Da sinistra: Bruno Migale, Ezio Simonelli, Vittorio Pisani, Luigi De Siervo, Diego Parente e Maurizio Improta
Questa mattina la Lega Serie A ha ricevuto il capo della Polizia, prefetto Vittorio Pisani, insieme ad altri vertici della Polizia, per un incontro dedicato alla sicurezza negli stadi e alla gestione dell’ordine pubblico. Obiettivo comune: sviluppare strumenti e iniziative per un calcio più sicuro, inclusivo e rispettoso.
Oggi, negli uffici milanesi della Lega Calcio Serie A, il mondo del calcio professionistico ha ospitato le istituzioni di pubblica sicurezza per un confronto diretto e costruttivo.
Il capo della Polizia, prefetto Vittorio Pisani, accompagnato da alcune delle figure chiave del dipartimento - il questore di Milano Bruno Migale, il dirigente generale di P.S. prefetto Diego Parente e il presidente dell’Osservatorio nazionale sulle manifestazioni sportive Maurizio Improta - ha incontrato i vertici della Lega, guidati dal presidente Ezio Simonelli, dall’amministratore delegato Luigi De Siervo e dall’head of competitions Andrea Butti.
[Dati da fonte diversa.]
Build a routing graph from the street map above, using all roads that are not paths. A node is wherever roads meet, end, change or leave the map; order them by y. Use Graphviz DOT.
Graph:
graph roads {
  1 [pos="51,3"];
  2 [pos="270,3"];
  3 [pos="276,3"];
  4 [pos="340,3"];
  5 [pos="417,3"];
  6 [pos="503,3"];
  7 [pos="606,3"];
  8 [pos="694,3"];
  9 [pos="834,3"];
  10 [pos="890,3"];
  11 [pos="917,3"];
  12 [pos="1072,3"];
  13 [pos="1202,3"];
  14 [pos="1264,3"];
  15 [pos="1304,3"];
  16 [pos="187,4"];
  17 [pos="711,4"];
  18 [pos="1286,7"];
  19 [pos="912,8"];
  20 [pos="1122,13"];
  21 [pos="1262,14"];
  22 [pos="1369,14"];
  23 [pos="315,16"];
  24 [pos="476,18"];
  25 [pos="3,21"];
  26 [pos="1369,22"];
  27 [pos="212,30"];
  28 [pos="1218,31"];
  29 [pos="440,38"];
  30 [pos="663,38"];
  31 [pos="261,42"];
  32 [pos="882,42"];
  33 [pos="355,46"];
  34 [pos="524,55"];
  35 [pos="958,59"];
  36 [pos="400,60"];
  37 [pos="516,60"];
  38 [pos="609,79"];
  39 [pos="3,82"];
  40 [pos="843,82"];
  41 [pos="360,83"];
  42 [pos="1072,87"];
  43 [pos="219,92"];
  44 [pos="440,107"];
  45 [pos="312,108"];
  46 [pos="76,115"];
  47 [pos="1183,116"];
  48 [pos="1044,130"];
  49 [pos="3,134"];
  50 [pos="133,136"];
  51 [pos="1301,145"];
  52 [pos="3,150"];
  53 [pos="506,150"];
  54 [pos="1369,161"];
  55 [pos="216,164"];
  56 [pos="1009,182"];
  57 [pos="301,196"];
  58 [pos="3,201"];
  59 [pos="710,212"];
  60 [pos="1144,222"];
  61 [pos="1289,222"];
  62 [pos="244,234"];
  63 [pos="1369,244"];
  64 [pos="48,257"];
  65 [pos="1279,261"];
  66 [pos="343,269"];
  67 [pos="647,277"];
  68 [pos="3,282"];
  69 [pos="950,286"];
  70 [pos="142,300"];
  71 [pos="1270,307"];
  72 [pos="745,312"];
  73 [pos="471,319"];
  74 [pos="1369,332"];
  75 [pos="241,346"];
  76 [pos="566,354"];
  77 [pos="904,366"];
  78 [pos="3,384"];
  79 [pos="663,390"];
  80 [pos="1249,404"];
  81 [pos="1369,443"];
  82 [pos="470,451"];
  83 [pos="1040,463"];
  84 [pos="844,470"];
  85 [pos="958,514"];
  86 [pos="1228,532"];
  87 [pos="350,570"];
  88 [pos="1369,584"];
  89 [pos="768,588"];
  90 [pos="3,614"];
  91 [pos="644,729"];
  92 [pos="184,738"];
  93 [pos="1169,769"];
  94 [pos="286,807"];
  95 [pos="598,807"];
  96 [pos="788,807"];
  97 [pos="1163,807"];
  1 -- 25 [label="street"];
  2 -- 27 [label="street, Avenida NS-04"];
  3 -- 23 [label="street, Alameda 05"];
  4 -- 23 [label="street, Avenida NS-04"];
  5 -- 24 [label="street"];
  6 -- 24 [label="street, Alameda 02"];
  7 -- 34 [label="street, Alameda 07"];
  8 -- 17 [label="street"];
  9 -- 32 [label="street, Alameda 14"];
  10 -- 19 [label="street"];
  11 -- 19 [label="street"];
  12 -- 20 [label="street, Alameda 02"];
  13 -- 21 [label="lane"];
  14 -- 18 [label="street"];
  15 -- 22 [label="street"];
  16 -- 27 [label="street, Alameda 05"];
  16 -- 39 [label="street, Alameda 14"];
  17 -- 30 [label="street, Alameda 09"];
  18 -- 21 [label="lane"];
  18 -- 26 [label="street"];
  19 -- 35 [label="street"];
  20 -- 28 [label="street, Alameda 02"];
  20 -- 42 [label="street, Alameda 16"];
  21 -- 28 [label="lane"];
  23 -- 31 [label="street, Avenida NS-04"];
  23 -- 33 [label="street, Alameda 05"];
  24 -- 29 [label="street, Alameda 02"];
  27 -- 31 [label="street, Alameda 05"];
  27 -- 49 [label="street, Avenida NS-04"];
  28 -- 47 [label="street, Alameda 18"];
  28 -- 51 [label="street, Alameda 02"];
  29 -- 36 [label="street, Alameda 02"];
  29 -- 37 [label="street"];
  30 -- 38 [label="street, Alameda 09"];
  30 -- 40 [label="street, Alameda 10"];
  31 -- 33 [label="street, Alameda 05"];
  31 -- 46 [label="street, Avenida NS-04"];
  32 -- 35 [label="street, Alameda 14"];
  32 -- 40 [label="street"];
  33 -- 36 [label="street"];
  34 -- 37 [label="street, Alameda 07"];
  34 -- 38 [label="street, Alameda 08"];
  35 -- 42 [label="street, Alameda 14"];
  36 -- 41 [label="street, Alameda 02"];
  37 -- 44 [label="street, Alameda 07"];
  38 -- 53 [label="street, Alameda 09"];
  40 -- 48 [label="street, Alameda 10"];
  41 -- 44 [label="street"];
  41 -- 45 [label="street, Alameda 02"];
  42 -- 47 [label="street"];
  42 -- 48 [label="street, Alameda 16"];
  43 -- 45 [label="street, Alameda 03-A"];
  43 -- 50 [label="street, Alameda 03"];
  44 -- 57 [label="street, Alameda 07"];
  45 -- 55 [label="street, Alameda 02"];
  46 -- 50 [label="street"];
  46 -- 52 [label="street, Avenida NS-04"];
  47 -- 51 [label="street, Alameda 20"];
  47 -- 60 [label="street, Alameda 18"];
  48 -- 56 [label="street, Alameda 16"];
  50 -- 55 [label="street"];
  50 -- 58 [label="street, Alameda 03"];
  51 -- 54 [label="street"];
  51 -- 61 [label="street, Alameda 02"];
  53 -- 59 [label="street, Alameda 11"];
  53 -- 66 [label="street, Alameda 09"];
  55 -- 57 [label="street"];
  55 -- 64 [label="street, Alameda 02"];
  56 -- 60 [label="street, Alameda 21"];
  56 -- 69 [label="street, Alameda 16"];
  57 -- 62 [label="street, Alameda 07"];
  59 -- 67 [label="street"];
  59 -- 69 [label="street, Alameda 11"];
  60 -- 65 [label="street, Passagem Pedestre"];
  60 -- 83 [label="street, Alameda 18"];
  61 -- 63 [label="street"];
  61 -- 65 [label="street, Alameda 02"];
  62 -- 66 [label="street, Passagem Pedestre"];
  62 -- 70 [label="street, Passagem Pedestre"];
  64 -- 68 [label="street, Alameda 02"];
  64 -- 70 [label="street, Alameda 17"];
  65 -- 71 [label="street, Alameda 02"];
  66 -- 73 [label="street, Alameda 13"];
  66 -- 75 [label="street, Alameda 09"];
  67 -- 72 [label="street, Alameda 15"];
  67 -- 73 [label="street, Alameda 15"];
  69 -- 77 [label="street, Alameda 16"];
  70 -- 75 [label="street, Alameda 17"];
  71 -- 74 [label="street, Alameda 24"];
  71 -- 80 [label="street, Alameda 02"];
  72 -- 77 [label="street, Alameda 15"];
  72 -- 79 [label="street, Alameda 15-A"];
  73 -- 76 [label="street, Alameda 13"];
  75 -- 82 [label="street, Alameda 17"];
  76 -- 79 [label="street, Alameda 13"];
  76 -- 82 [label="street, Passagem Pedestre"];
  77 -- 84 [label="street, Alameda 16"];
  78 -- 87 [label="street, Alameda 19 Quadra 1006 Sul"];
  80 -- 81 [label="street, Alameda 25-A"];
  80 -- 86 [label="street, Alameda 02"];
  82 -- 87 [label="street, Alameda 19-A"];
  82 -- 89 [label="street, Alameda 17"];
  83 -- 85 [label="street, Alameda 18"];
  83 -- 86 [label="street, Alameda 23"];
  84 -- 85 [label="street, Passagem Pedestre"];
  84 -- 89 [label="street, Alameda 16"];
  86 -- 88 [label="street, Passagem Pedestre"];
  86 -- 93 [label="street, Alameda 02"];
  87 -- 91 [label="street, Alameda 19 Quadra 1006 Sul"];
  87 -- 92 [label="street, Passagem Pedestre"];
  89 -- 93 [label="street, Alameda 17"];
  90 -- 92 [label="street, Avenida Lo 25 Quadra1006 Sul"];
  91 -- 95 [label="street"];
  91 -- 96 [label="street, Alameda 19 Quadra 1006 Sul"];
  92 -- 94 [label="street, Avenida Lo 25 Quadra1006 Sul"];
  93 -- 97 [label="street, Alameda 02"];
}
Al centro dell’incontro, durato circa un’ora, temi di grande rilevanza per il calcio italiano: la sicurezza negli stadi e la gestione dell’ordine pubblico durante le partite di Serie A. Secondo quanto emerso, si è trattato di un momento di dialogo concreto, volto a rafforzare la collaborazione tra istituzioni e club, con l’obiettivo di rendere le competizioni sportive sempre più sicure per tifosi, giocatori e operatori.
Il confronto ha permesso di condividere esperienze, criticità e prospettive future, aprendo la strada a un percorso comune per sviluppare strumenti e iniziative capaci di garantire un ambiente rispettoso e inclusivo. La volontà di entrambe le parti è chiara: non solo prevenire episodi di violenza o disordine, ma anche favorire la cultura del rispetto, elemento indispensabile per la crescita del calcio italiano e per la tutela dei tifosi.
«L’incontro di oggi rappresenta un passo importante nella collaborazione tra Lega e Forze dell’Ordine», si sottolinea nella nota ufficiale diffusa al termine della visita dalla Lega Serie A. L’intenzione condivisa è quella di creare un dialogo costante, capace di tradursi in azioni concrete, procedure aggiornate e interventi mirati negli stadi di tutta Italia.
In un contesto sportivo sempre più complesso, dove la passione dei tifosi può trasformarsi rapidamente in tensione, il dialogo tra Lega e Polizia appare strategico. La sfida, spiegano i partecipanti, è costruire una rete di sicurezza che sia preventiva, reattiva e sostenibile, tutelando chi partecipa agli eventi senza compromettere l’atmosfera che caratterizza il calcio italiano.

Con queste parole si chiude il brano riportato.